As Patrick said, loss aversion is present on the scales small enough for the DMU to not matter. Slightly more mathematically, when, given the utility function x->U(x), the gain vs loss utility ratio for the same change in the argument is small: Δx << U’(x)/U”(x). It does not invalidate the author’s point though, that there exists a phenomenon that is better described as the utility hysteresis: one ends up with less utility after gaining 2x and then losing x than after just gaining x.
The validity of the author’s point seems to depend on what is the best way to interpret the phrase “losses hurt more than equivalent gains”. Two ways that you could interpret it in which it would be a consequence of loss aversion but not of DMU:
“Having your wealth decrease from X to Y decreases your satisfaction more than having your wealth increase from Y to X increases it.”

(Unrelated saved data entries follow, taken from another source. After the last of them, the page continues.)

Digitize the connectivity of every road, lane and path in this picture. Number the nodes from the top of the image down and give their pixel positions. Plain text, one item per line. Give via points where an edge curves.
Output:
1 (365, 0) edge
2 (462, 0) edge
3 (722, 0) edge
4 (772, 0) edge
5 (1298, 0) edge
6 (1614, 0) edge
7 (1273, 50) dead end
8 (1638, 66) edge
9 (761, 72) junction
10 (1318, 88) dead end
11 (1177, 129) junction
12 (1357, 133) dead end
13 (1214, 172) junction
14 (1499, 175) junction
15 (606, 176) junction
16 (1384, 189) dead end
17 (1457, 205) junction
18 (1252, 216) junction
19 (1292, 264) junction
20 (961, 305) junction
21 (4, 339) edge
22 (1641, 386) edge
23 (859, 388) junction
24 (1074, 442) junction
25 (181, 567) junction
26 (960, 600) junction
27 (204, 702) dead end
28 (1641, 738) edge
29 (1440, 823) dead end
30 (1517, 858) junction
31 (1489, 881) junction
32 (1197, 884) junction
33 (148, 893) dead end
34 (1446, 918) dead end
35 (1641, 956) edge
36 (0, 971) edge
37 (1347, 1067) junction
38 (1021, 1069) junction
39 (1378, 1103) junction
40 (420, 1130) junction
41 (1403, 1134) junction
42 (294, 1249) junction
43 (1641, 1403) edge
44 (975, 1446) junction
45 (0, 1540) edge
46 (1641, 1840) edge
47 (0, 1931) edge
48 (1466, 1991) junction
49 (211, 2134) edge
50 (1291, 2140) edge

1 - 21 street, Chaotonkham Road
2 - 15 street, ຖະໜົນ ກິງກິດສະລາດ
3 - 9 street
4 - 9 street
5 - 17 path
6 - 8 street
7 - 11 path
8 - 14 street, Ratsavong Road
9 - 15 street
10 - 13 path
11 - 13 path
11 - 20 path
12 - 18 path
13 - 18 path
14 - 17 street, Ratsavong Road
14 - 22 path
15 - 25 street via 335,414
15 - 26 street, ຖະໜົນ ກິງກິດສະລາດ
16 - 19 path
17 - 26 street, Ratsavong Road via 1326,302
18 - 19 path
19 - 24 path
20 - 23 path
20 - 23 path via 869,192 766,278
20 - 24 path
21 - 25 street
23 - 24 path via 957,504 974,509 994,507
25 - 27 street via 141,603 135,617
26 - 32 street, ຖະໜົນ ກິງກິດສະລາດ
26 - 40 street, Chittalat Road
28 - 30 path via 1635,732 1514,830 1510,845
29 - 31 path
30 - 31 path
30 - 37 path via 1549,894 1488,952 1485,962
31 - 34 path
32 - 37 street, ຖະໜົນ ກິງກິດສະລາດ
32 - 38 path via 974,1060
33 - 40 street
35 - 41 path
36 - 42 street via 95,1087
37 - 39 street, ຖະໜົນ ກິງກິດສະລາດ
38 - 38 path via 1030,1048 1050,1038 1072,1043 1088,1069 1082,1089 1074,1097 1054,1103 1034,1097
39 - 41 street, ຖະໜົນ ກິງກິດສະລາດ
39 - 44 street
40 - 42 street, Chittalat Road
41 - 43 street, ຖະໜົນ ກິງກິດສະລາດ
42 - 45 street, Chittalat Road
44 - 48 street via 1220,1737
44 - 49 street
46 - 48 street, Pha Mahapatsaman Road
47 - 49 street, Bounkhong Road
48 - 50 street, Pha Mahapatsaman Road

“The pain of a small loss is significantly more than the pleasure of a small gain.”
It seems to me that most of the quotes at the end, if you interpret them charitably, mean something like the above. So the post seems like a nitpick to me. It’s great to explain the difference between loss aversion and DMU for people who don’t necessarily know about them, but it’s not clear to me that it means that the quoted people were actually wrong about something.
I would also disagree with point #3, e.g. the last sentence of the Economist quote seems valid as an intuitive explanation of loss aversion but not of DMU.
In short, the author is wrong. Diminishing marginal utility only really applies when the stakes are on the order of the agent’s total wealth, whereas the loss aversion asymmetry holds true for relatively small sums.
See e.g. a nice paper by Matthew Rabin which quantifies the extent to which diminshing marginal utility is too weak an effect to explain actually-observed risk aversion, by proving statements like this: “If you would turn down a 50:50 gamble between gaining $101 and losing $100 on account of diminishing marginal utility, then you would also turn down a 50:50 gamble between gaining all the money in the world and losing $10,000.”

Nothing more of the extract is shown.